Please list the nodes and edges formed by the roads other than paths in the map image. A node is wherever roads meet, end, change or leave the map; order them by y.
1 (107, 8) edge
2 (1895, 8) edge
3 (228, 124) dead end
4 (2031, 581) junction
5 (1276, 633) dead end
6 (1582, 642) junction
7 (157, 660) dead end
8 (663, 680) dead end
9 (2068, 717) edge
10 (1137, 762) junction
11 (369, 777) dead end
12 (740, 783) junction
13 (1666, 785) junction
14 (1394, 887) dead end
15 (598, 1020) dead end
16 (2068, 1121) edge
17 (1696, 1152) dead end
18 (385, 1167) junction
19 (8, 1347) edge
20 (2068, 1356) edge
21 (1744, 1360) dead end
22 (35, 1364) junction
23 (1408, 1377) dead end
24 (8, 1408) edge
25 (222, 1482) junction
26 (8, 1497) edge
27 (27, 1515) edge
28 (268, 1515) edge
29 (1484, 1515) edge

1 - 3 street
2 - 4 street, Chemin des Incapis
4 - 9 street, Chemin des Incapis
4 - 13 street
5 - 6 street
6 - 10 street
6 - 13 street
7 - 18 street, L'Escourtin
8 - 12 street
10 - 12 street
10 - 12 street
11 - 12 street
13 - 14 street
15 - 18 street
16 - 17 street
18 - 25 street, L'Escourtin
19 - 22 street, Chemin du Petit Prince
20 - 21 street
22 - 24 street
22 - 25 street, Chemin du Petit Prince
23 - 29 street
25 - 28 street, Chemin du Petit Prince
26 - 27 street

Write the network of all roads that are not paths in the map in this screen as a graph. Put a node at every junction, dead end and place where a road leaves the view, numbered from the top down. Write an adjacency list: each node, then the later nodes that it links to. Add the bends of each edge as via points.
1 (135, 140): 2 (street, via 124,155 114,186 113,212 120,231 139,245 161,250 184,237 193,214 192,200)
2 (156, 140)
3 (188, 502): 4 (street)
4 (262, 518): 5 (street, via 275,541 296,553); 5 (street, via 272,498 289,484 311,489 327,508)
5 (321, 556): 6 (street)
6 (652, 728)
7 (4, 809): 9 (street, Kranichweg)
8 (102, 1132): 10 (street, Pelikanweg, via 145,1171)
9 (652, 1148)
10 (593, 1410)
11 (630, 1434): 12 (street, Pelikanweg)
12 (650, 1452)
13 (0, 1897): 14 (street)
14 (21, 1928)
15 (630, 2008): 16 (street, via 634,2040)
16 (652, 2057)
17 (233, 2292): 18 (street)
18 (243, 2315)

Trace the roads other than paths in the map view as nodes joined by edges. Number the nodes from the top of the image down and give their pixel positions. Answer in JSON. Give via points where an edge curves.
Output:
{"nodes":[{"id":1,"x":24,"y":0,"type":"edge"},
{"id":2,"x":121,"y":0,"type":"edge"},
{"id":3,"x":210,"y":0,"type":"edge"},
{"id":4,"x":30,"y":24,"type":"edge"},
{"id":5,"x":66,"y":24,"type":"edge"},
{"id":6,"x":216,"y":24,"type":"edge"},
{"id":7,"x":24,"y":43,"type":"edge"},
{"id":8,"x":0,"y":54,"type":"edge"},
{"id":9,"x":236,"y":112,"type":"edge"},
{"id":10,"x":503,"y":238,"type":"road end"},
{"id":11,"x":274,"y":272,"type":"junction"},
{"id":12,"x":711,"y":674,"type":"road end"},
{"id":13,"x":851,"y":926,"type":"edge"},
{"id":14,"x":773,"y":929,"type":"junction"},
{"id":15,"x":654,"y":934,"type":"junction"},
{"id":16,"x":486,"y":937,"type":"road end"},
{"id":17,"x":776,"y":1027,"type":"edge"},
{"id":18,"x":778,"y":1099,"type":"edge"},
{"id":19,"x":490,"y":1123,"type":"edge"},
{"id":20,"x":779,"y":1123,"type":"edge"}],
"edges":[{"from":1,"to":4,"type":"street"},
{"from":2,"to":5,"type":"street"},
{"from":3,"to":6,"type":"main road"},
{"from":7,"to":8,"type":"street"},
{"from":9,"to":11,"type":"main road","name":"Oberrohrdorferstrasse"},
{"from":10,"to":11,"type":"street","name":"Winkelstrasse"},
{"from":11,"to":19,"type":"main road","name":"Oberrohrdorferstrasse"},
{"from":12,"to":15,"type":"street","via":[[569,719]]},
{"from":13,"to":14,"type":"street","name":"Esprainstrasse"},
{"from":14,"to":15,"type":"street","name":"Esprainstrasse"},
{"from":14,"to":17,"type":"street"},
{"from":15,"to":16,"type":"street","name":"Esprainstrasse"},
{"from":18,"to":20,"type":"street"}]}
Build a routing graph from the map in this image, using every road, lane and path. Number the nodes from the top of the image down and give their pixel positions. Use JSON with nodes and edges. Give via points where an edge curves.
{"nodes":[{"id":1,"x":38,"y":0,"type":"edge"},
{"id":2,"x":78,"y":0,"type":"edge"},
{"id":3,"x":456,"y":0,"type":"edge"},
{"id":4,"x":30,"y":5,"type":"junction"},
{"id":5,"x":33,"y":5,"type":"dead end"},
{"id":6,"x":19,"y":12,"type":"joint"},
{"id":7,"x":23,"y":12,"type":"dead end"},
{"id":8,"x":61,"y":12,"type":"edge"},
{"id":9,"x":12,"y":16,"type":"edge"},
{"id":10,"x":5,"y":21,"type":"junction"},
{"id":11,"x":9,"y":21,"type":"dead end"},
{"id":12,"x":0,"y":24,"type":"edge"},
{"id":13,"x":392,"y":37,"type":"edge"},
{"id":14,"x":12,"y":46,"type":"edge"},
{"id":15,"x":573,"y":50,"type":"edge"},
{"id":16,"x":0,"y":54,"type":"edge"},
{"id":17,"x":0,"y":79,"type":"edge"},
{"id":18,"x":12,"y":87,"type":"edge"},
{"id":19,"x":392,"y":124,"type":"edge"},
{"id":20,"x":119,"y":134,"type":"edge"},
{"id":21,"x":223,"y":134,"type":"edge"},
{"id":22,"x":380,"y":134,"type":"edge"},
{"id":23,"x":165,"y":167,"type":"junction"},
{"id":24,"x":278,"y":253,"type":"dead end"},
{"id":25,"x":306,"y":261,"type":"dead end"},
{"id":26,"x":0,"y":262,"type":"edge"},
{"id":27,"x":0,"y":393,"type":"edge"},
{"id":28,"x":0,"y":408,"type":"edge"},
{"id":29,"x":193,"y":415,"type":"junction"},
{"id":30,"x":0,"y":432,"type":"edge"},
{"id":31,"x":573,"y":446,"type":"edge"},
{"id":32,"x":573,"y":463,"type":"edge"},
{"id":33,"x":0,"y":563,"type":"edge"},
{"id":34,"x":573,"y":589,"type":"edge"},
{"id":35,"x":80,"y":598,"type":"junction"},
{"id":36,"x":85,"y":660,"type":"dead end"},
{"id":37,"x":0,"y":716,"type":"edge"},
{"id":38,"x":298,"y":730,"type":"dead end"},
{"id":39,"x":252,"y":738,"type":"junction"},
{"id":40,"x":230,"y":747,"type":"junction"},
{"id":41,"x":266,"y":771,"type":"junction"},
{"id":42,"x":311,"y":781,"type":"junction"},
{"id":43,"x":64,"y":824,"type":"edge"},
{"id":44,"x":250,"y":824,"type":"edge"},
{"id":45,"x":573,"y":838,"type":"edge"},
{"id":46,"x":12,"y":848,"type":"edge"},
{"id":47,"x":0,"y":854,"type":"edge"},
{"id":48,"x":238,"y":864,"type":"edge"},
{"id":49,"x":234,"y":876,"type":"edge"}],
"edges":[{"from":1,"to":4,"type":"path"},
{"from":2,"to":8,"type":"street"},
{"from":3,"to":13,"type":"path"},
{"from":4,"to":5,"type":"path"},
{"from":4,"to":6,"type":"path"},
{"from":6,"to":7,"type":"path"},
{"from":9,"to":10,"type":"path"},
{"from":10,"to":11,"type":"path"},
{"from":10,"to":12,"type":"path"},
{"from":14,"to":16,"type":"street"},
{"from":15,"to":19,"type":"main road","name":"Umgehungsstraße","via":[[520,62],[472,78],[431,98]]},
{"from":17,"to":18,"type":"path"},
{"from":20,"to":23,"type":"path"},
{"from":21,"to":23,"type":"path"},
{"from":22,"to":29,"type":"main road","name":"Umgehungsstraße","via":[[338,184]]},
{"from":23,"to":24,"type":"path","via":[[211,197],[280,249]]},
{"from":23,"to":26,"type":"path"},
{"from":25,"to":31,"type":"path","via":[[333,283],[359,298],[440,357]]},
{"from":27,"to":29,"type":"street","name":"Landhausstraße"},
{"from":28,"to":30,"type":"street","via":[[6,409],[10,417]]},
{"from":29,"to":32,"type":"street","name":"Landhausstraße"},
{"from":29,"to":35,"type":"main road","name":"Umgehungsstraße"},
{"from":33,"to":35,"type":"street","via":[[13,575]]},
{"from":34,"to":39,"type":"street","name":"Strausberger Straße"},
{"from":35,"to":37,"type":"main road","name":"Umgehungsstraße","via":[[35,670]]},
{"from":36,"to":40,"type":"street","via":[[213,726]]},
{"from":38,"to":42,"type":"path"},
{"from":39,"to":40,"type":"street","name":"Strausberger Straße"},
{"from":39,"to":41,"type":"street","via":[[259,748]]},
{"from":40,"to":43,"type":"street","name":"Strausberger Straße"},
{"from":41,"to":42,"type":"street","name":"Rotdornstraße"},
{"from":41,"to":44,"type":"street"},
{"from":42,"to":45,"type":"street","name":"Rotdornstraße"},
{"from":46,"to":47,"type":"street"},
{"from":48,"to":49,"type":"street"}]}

++++++++++

WORK INSTRUCTIONS:
Only a number is wanted here: how many lines of the data hold the string "Prince".

WRITTEN RESPONSE:
3